What’s the Green Deal and why is it back?

There are new opportunities to save money and earn money making the UK's housing stock more efficient

Last month, Abundance Generation launched their first energy efficiency investment: a Green Deal Finance Company (GDFC) 3 year bond with an annual return of 12%. They’ve already attracted investment of £1.3 million, proving that Abundance customers appreciate the opportunity to diversify their investment duration and risk/reward level while supporting a business which goes to the very core of reducing carbon emissions. 

The Green Deal has been around for some time — so how does this new incarnation differ from the old one? 

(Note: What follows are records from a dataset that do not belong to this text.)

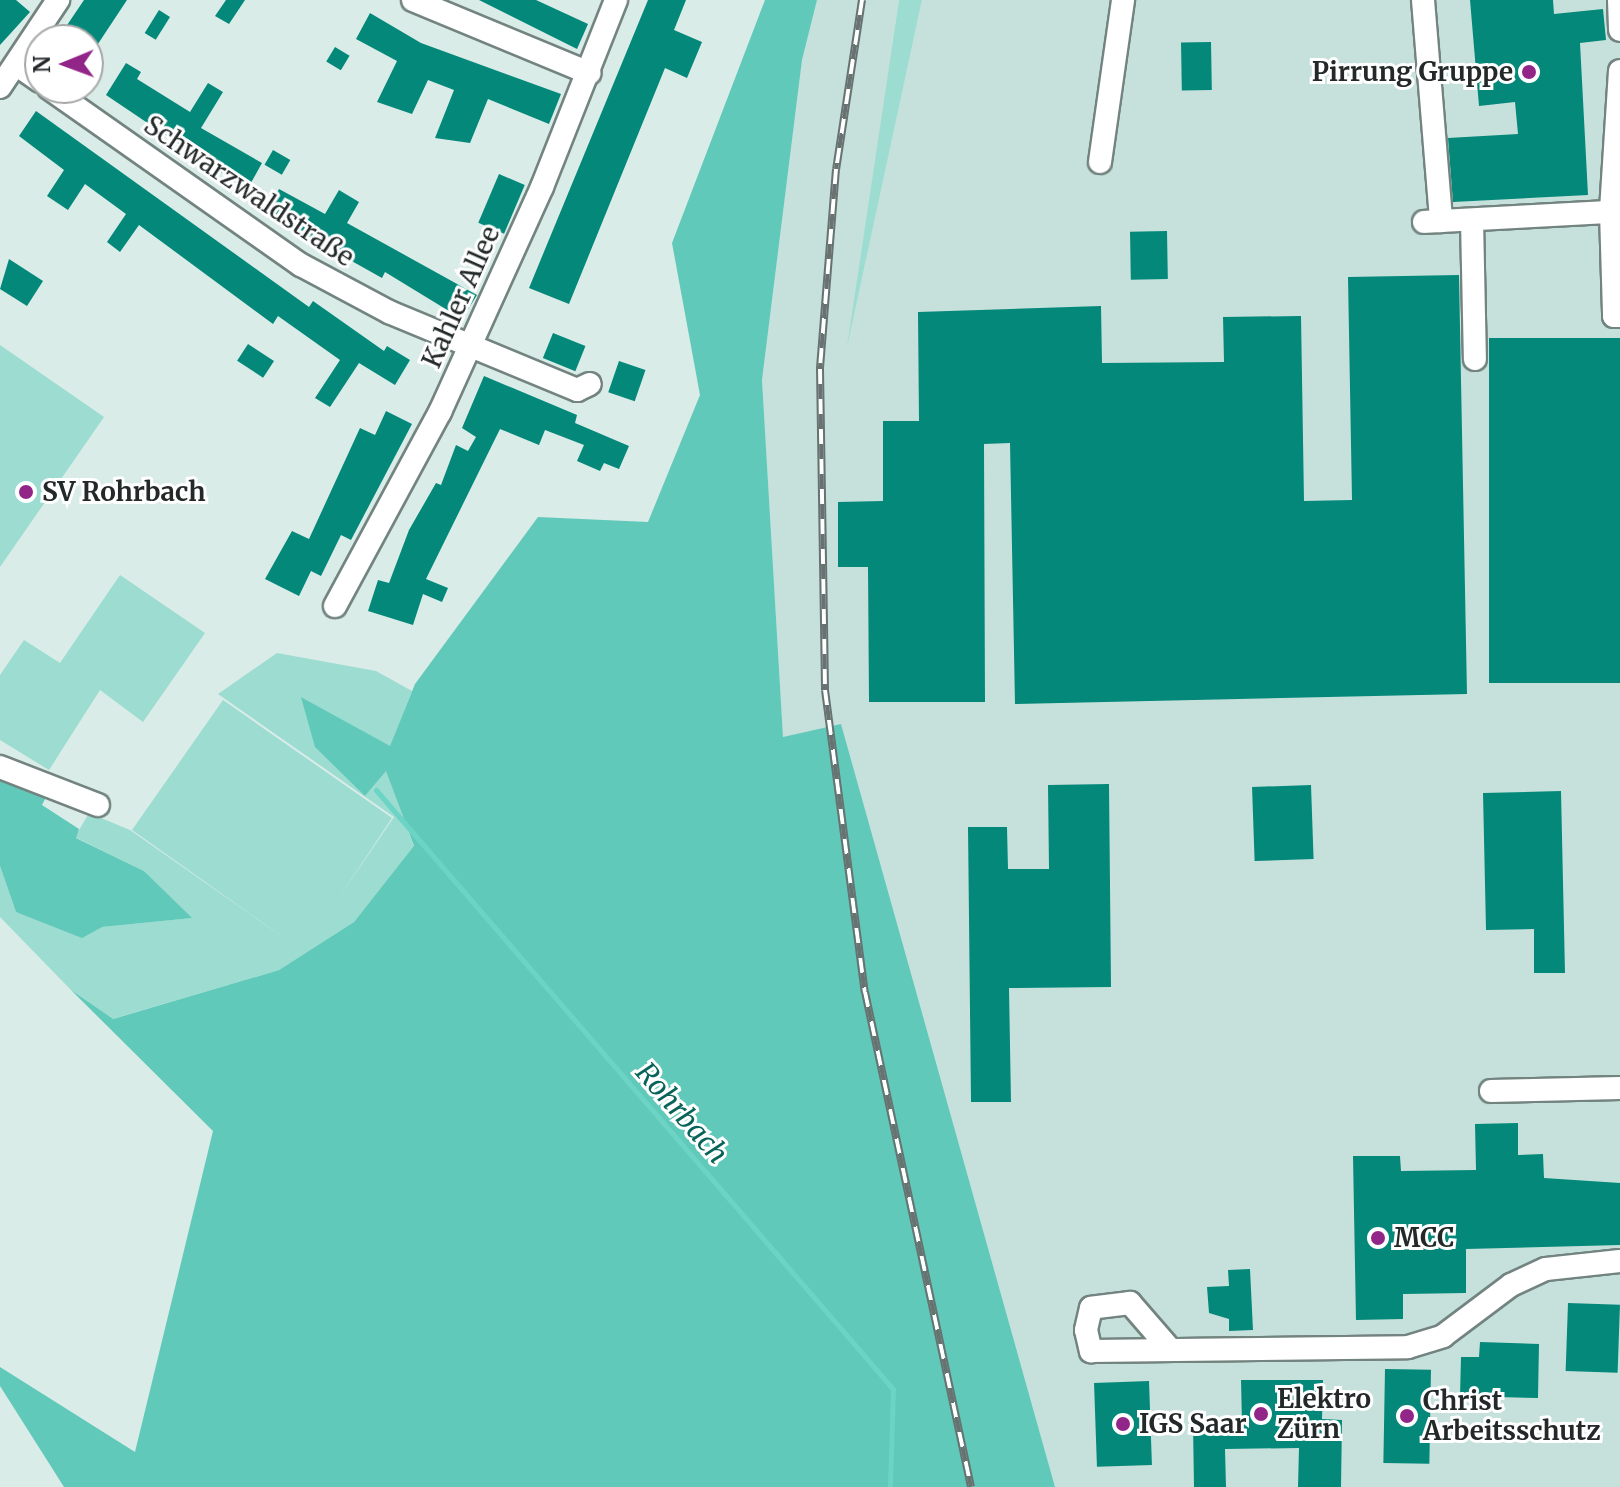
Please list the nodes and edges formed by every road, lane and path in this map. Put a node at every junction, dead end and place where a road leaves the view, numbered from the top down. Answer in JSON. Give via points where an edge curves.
{"nodes":[{"id":1,"x":58,"y":0,"type":"edge"},
{"id":2,"x":413,"y":0,"type":"edge"},
{"id":3,"x":616,"y":0,"type":"edge"},
{"id":4,"x":1123,"y":0,"type":"edge"},
{"id":5,"x":1423,"y":0,"type":"edge"},
{"id":6,"x":1619,"y":0,"type":"edge"},
{"id":7,"x":1620,"y":30,"type":"edge"},
{"id":8,"x":17,"y":65,"type":"junction"},
{"id":9,"x":24,"y":70,"type":"edge"},
{"id":10,"x":1620,"y":71,"type":"edge"},
{"id":11,"x":589,"y":73,"type":"junction"},
{"id":12,"x":0,"y":87,"type":"edge"},
{"id":13,"x":72,"y":104,"type":"edge"},
{"id":14,"x":1619,"y":116,"type":"edge"},
{"id":15,"x":1100,"y":162,"type":"dead end"},
{"id":16,"x":1611,"y":212,"type":"junction"},
{"id":17,"x":1472,"y":220,"type":"junction"},
{"id":18,"x":1620,"y":316,"type":"edge"},
{"id":19,"x":469,"y":346,"type":"junction"},
{"id":20,"x":1475,"y":359,"type":"dead end"},
{"id":21,"x":590,"y":384,"type":"dead end"},
{"id":22,"x":335,"y":606,"type":"dead end"},
{"id":23,"x":0,"y":767,"type":"edge"},
{"id":24,"x":98,"y":805,"type":"dead end"},
{"id":25,"x":1620,"y":1088,"type":"edge"},
{"id":26,"x":1491,"y":1091,"type":"dead end"},
{"id":27,"x":1620,"y":1261,"type":"edge"},
{"id":28,"x":1169,"y":1348,"type":"dead end"}],
"edges":[{"from":1,"to":8,"type":"street"},
{"from":2,"to":11,"type":"street"},
{"from":3,"to":11,"type":"street","name":"Kahler Allee"},
{"from":4,"to":15,"type":"street"},
{"from":5,"to":17,"type":"street","via":[[1432,221]]},
{"from":6,"to":7,"type":"street"},
{"from":8,"to":9,"type":"street"},
{"from":8,"to":12,"type":"street"},
{"from":10,"to":14,"type":"street"},
{"from":11,"to":19,"type":"street","name":"Kahler Allee"},
{"from":13,"to":19,"type":"street","name":"Schwarzwaldstraße","via":[[301,265]]},
{"from":14,"to":16,"type":"street"},
{"from":16,"to":17,"type":"street"},
{"from":16,"to":18,"type":"street","via":[[1614,316]]},
{"from":17,"to":20,"type":"street"},
{"from":19,"to":21,"type":"street","name":"Schwarzwaldstraße","via":[[577,390]]},
{"from":19,"to":22,"type":"street","name":"Kahler Allee","via":[[409,478]]},
{"from":23,"to":24,"type":"street"},
{"from":25,"to":26,"type":"street"},
{"from":27,"to":28,"type":"street","via":[[1546,1269],[1511,1285],[1443,1336],[1408,1347]]}]}
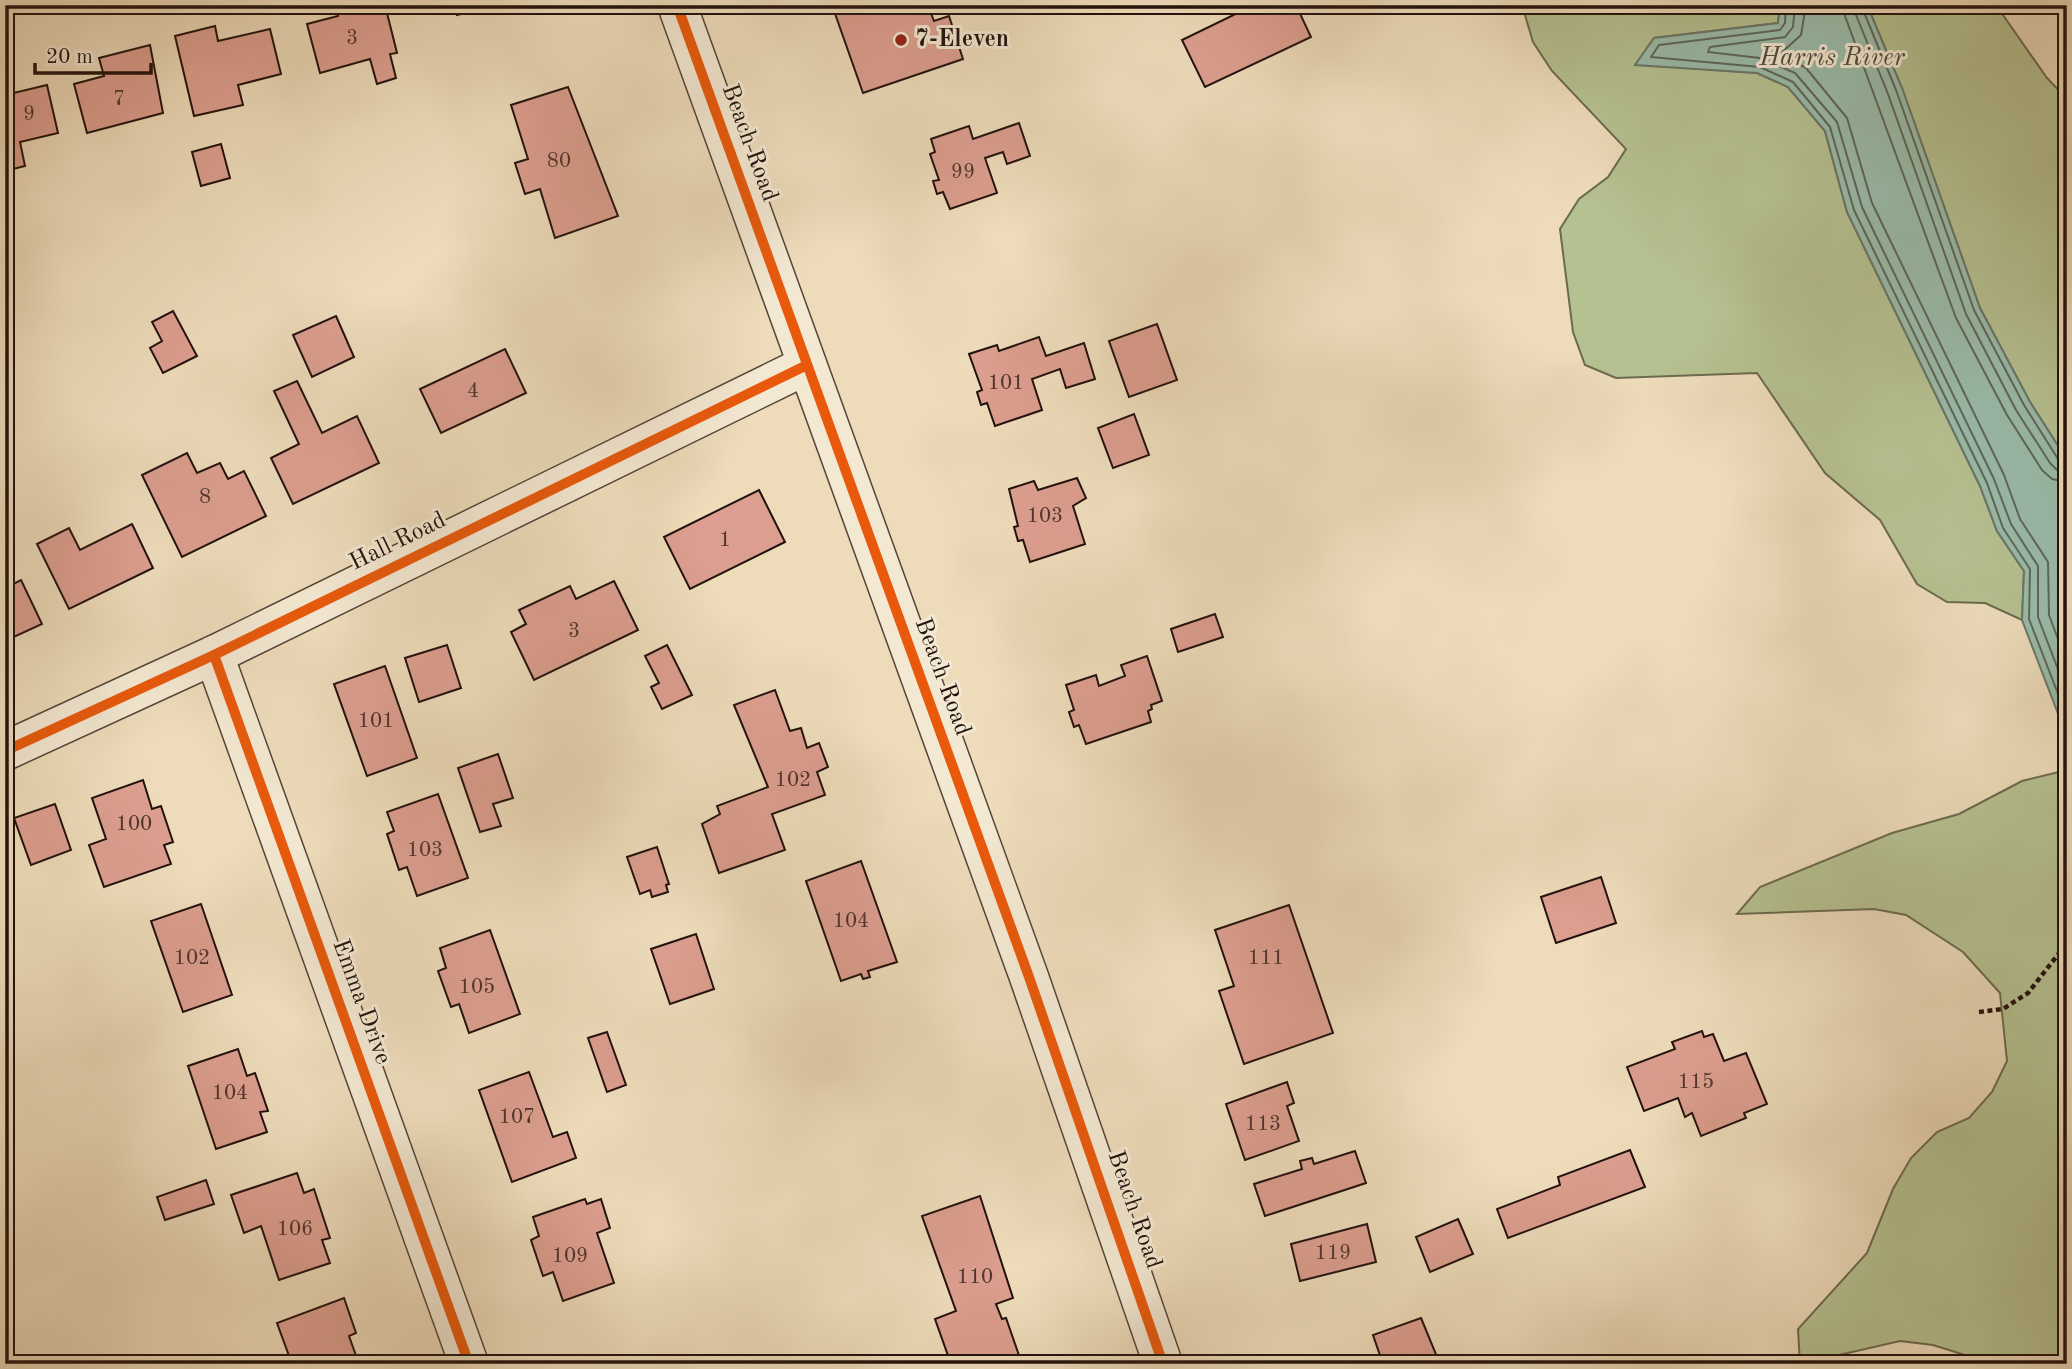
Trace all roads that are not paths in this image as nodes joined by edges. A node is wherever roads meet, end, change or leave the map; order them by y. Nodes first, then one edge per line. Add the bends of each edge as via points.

Housing in the UK is among the ‘leakiest’ in Europe, accounting for around 30% of our total energy demand and 12% of our greenhouse gas emissions. The Green Deal, launched by the coalition government in 2013, was designed to tackle this by offering loans to finance a range of energy-efficiency measures that would be repaid through the property’s energy bill. Responsibility for repaying the loans was attached to the property, rather than the individual. 

This unique ability to collect repayments through the energy bill, which is enshrined in law through the Energy Act 2011, is a powerful way for a lender to be repaid efficiently and with fewer delays/defaults. This in turn means the interest rate on the loan can be lower so the consumer benefits from cheaper finance. Couple this with only paying for the loan when you benefit from the energy savings, and it creates a virtuous circle for all involved — borrowers and lender. 

The GDFC’s role in the Green Deal is to finance and administer the loans. 

However, following the 2015 election the new government decided to withdraw funding from the Green Deal, claiming take up was too low. At this time, the GDFC had already provided loans to over 13,000 households and, despite having got off to a slow start, was actually starting to pick up momentum. 

Recognising its potential, a new group of private investors took over the GDFC in January this year with the aim of turning it into the UK’s leading consumer platform for energy efficiency. The company wants to create “a trusted environment where homeowners can find professional installers and fund improvements to their home to increase its energy efficiency and reduce carbon emissions.” 

Among those private investors is Honeycomb Investment Trust, which listed on the London Stock Exchange in 2015. Honeycomb is a respected specialist investor in consumer and SME finance, and has invested around £37 million in the GDFC Services Ltd deal. This investment sits alongside Honeycomb’s £220 million worth of other investments into consumer lending activities. Both Honeycomb Investment Trust and its fund manager, Pollen Street Capital, have significant experience of this sector and of growing consumer finance businesses. 

The UK is expected to continue to rely on gas as the main source of heating our homes for the foreseeable future, and simply replacing an old gas-fired boiler with a new, better model can improve efficiency by up to 30%. Furthermore, research shows that almost 40% of boiler installations in the UK are to replace broken or faulty boilers, which can cause a major headache if you do not have cash in the bank to fund the associated upfront costs. Added to this is the difficulty of finding a reliable and trustworthy heating engineer who will charge a fair price, and a bamboozling array of products to choose from. 

The new GDFC aims to solve these problems. The hassle-free ‘pay-as-you-save’ principle will continue, meaning the loan and interest will be repaid through the property-owner’s energy bill; with the energy supplier passing payments back to the Green Deal provider. Further reassurance comes from carefully vetting installers before allowing them to sign up to the platform and ensuring they have a good understanding of the products they recommend. 

The new GDFC aims to greatly improve the overall customer experience. In particular through:

  • investing in better technology to match consumers with installers (developing a new consumer website and a Green Deal app for providers);
  • better marketing to increase awareness and take up of the scheme;
  • a much simpler and shorter application process — reducing the time it takes to put a Green Deal Plan in place from around a month to around 3 days.

Funds raised from the Abundance bond offer will help GDFC implement this strategy. 

With approximately 1.6 million new boilers sold each year, this will be the initial main focus of the business. However, other products such as LED lighting, heating controls, solar PV and battery storage will be made available in the future. 

Owner-occupiers will be the core market, but landlords also present a great opportunity, especially with new legislation coming into force next year requiring all rented properties to have an energy efficiency rating of E or above. It’s thought that around half don’t currently comply. 

The GDFC Debenture is open for investment until 31 July 2017 or when all the debentures are sold out. It is eligible to be held tax-free in the Abundance ISA.